Extracts of partially purified plasma membrane fractions of SMCs treated with IL-1α, TNF-α, or ox-LDL were isolated as described previously.22 Briefly, SMCs were suspended in ice-cold lysis buffer (0.1 mmol/L PMSF, 5 mmol/L EDTA, 5 mmol/L EGTA, 100 mmol/L NaCl, and 5 mmol/L Tris-HCl; pH 7.4). Mechanical disruption of the cells was performed by Polytron homogenizer, and the lysates were centrifuged at 40 000g for 30 minutes at 4°C. The crude pellet was washed twice with ice-cold suspension buffer and then centrifuged at 3000g for 10 minutes. The pellet was discarded, and the supernatant was centrifuged again at 40 000g for 45 minutes at 4°C. The resulting pellet containing the enriched membrane preparation was then resuspended at a protein concentration of 2 mg/mL in a buffer containing HEPES, EGTA, EDTA, and NaCl; snap-frozen, and stored at –70°C.
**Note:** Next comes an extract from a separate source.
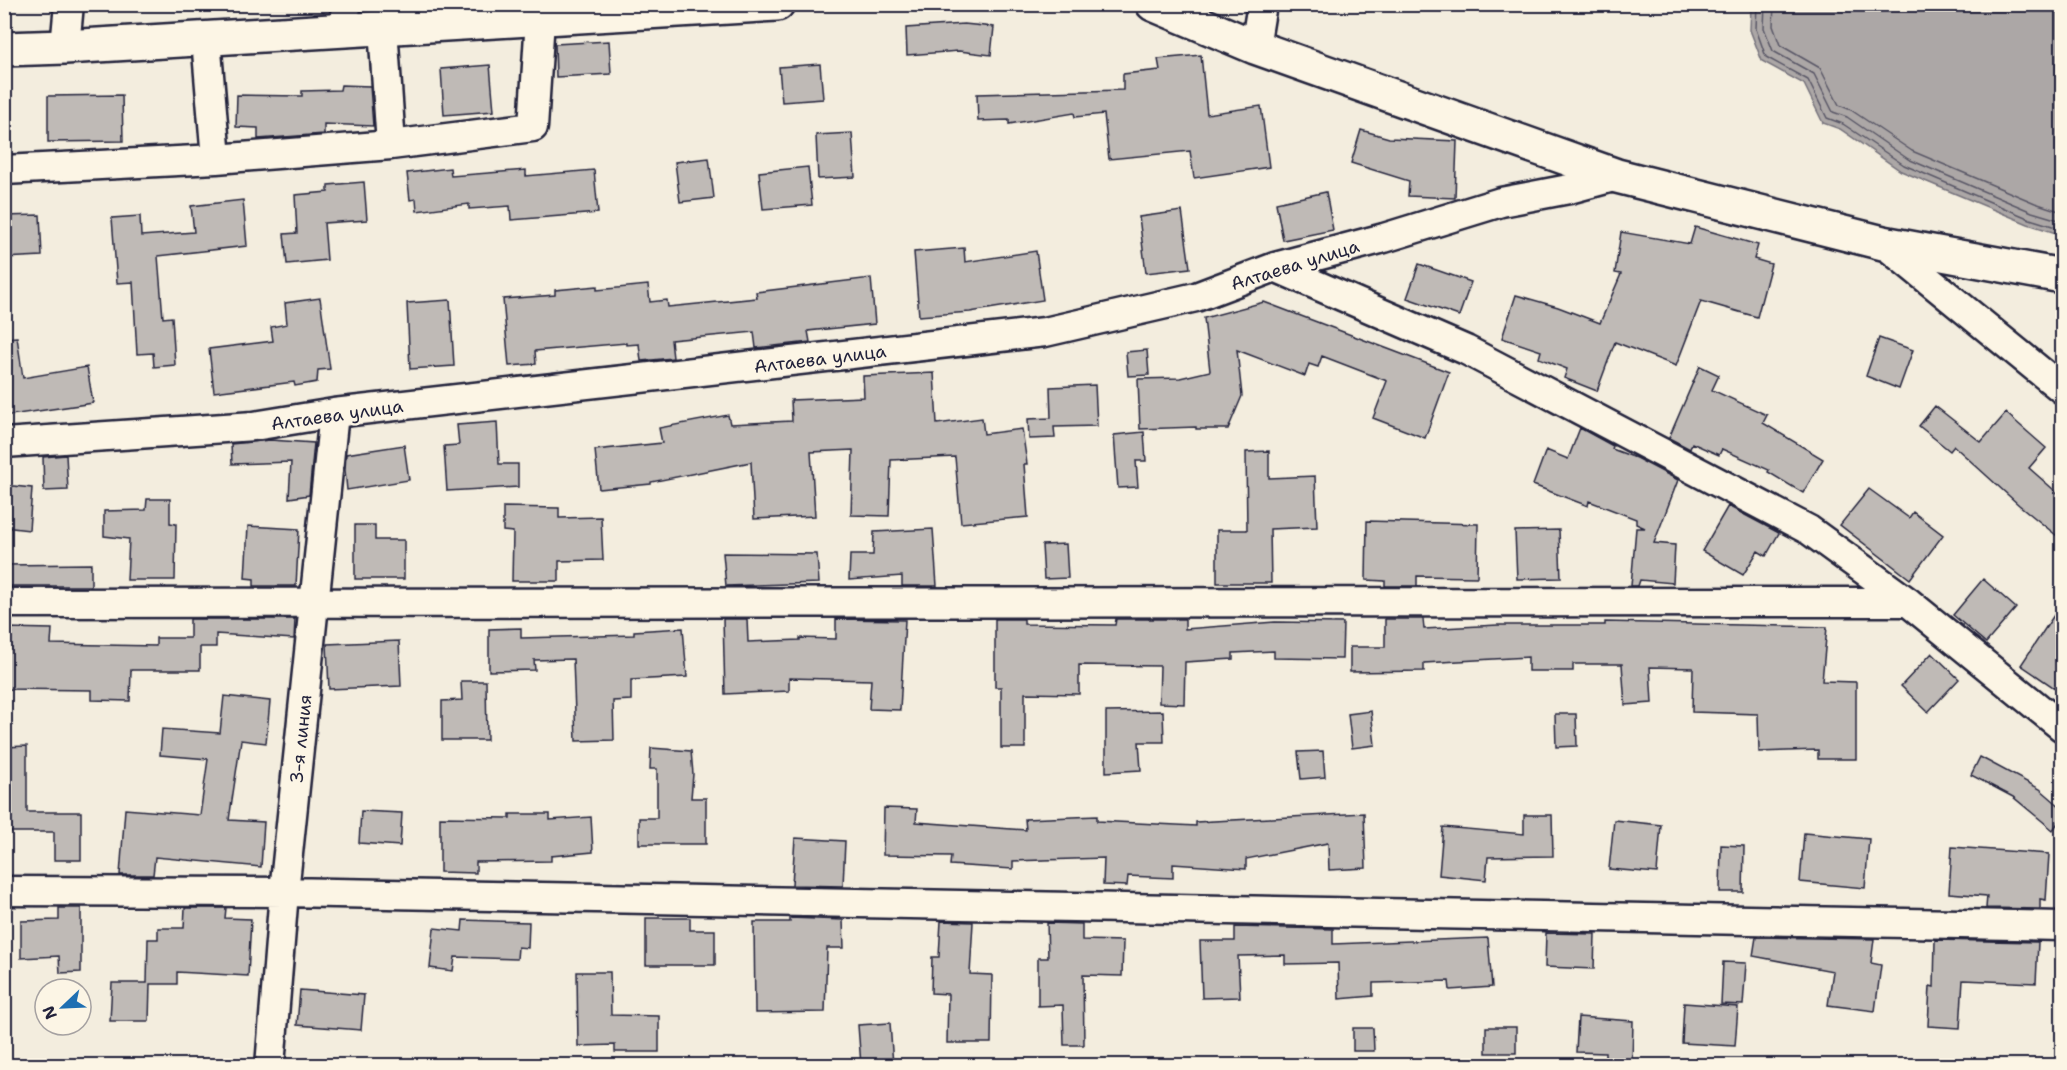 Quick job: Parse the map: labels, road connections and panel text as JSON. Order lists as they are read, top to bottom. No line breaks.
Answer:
{"streets":{"street":["Алтаева улица","3-я линия"]},"crossings":[["Алтаева улица","3-я линия"]],"north":"bottom left"}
Proteins of SMC membranes (50 μg) and known molecular weight markers were separated by SDS-PAGE, transferred onto Western polyvinyl difluoride membranes, and incubated overnight at 4°C with blocking solution (5% skim milk in PBS). Purified mouse monoclonal antibodies (10 μg of IgG per mL) to human MT1-MMP were incubated with the blots overnight at 4°C in PBS buffer containing 0.1% Tween 20.23 The blots were washed twice with PBS buffer and then treated with rabbit anti-mouse antibody (1:4000 dilution) coupled to horseradish peroxidase. Immunodetection was accomplished with an enhanced chemiluminescence kit from Amersham.
Immunoprecipitation and Gelatin Zymography
MT1-MMP immunoprecipitation was performed in the presence of protease inhibitor cocktail (Boehringer Mannheim), as previously described.23 Equal amounts of extracts of partially purified plasma membrane fractions of SMCs, untreated or treated with IL-1α or ox-LDL, were incubated with purified mouse monoclonal antibodies to either human MT1-MMP or an irrelevant protein. Antigen-antibody complexes were precipitated with protein G and A–coupled agarose beads (Oncogene Research Products) by centrifugation. Equal amounts of the supernatants were added to culture media harvested from human SMCs containing pro-MMP-2 and assayed for gelatinolytic activity essentially as described previously.24 Proteins were electrophoresed in the presence of SDS in discontinuous 10% SDS-PAGE containing 1 mg/mL gelatin (Novex). Gels were processed to renature the protein by exchanging SDS to Triton X-100 (2 changes of 2.5% Triton X-100 for a total of 30 minutes). Gels were subsequently incubated for 18 hours at 37°C in 50 mmol/L Tris-HCl, pH 7.4, containing 10 mmol/L CaCl2 and 0.05% Brij 3 and stained with colloidal brilliant blue G (Sigma), followed by destaining in 5% methanol and 7% acetic acid.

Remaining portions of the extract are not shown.